SpaceX launches and lands rocket



SpaceX sent a Falcon rocket soaring toward orbit Monday night with 11 small satellites, its first mission since an accident last summer. Then in an even more astounding feat, it landed the 15-storey leftover booster back to Earth safely.

It was the first time an unmanned rocket returned to land vertically at Cape Canaveral, Florida, and represented a tremendous success for SpaceX. The company led by billionaire Elon Musk is striving for reusability to drive launch costs down and open up space to more people.

“Welcome back, baby!” Mr Musk tweeted after touchdown.

“It’s a revolutionary moment,” Mr Musk later told reporters. “No one has ever brought a booster, an orbital-class booster, back intact.”

What’s significant is that this was a useful mission, Mr Musk noted, not merely a practice flight. “We achieved recovery of the rocket in a mission that actually deployed 11 satellites,” he said.

SpaceX employees broke into cheers and chants, some of them jumping up and down, following the smooth touchdown nine minutes after lift-off. Previous landing attempts ended in fiery blasts, but those aimed for an ocean platform.
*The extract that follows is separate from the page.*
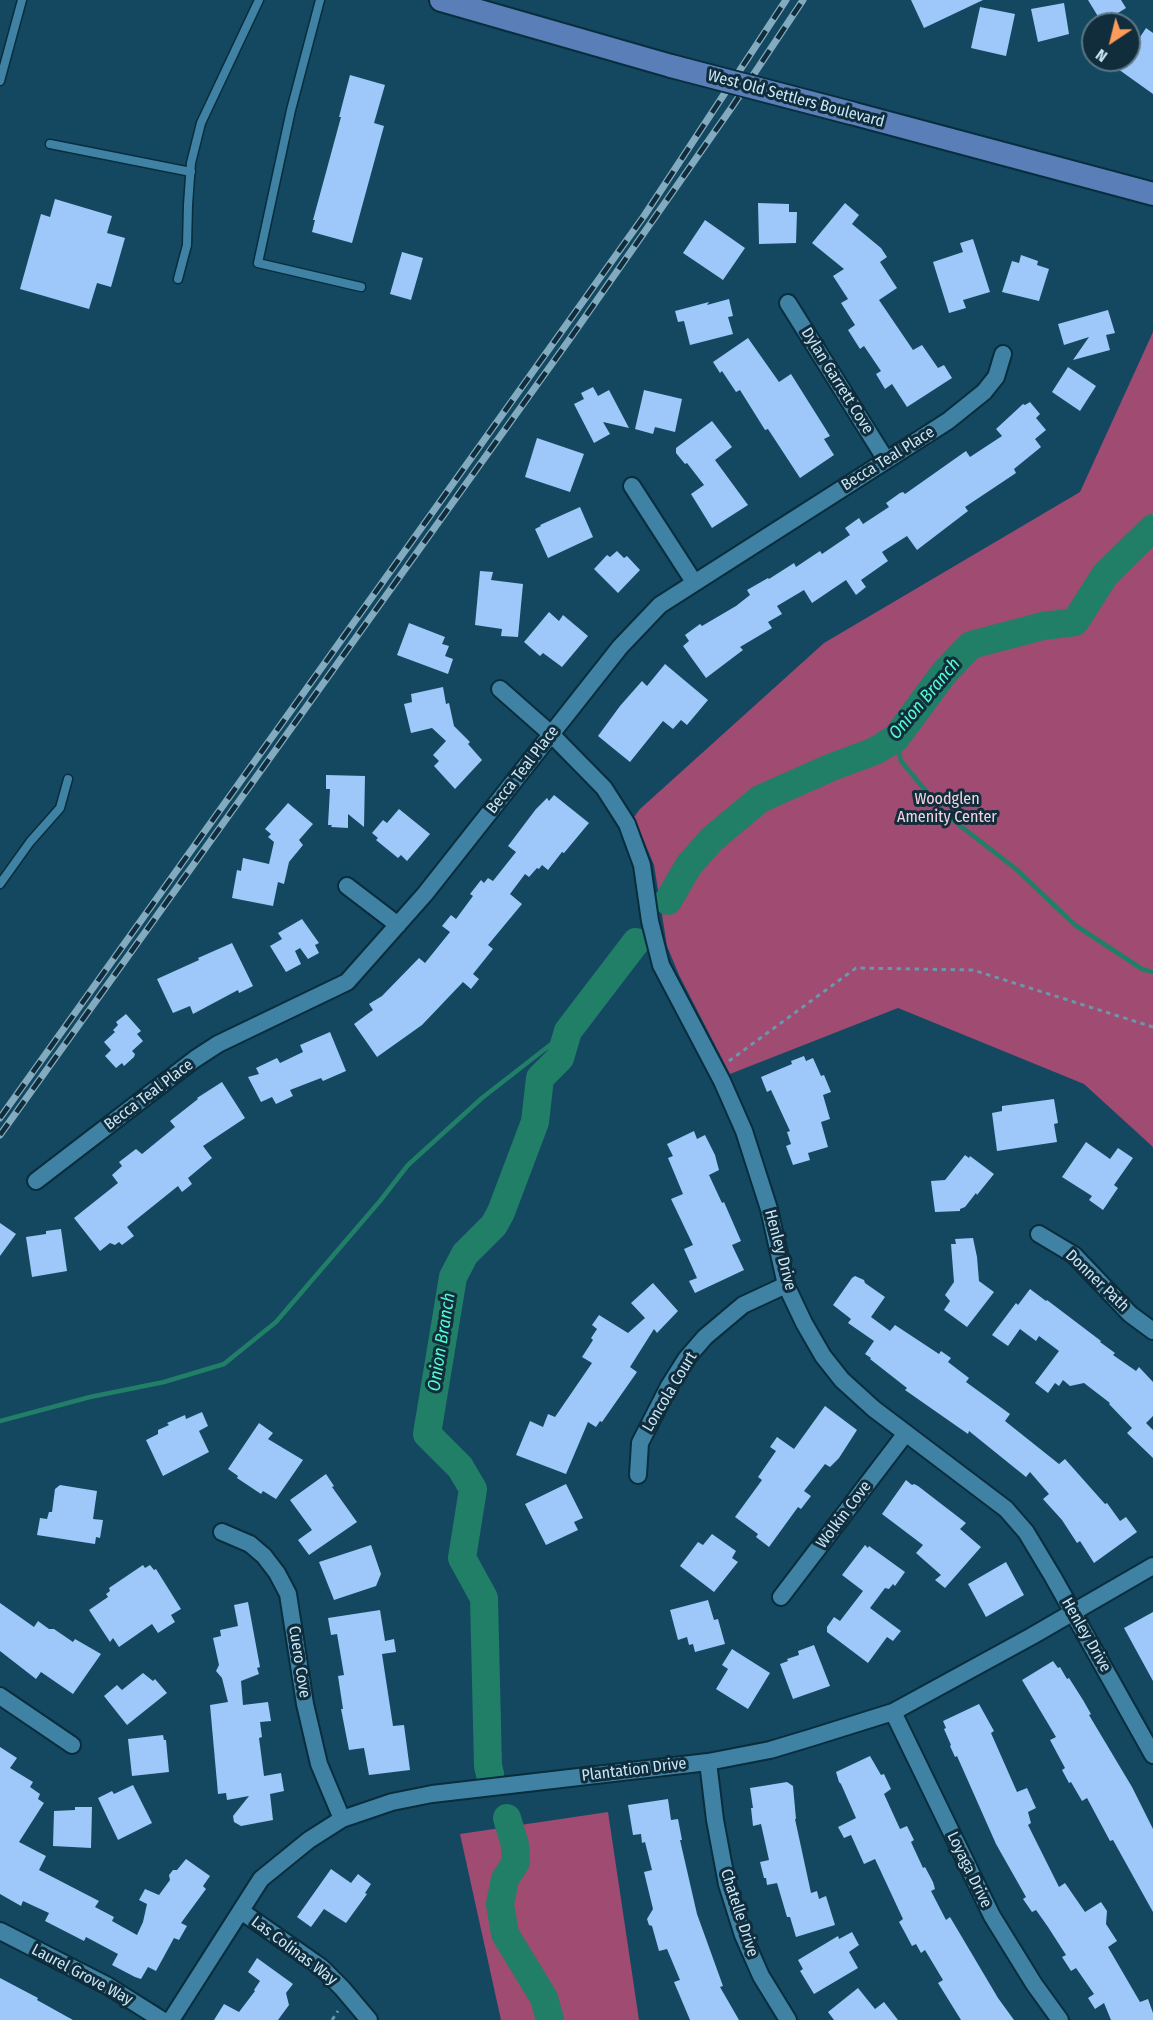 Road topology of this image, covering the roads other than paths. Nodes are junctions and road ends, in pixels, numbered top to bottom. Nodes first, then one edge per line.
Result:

Mr Musk said he ran outside and heard the sonic boom of the returning booster just as it landed; he assumed it had exploded. He learnt the happy truth when he went back into Launch Control and saw video of the standing rocket.

“I can’t quite believe it,” he said. “It’s quite shocking.”

Mr Musk said the landing appeared close to perfect and the company “could not have asked for a better mission or a better day”.

The top officer at Cape Canaveral Air Force Station, Brig Gen Wayne Monteith, noted that the returning booster “placed the exclamation mark on 2015”.

“This was a first for us at Cape Canaveral Air Force Station, and I can’t even begin to describe the excitement the team feels right now having been a part of this historic first-stage rocket landing,” Brig Gen Monteith said.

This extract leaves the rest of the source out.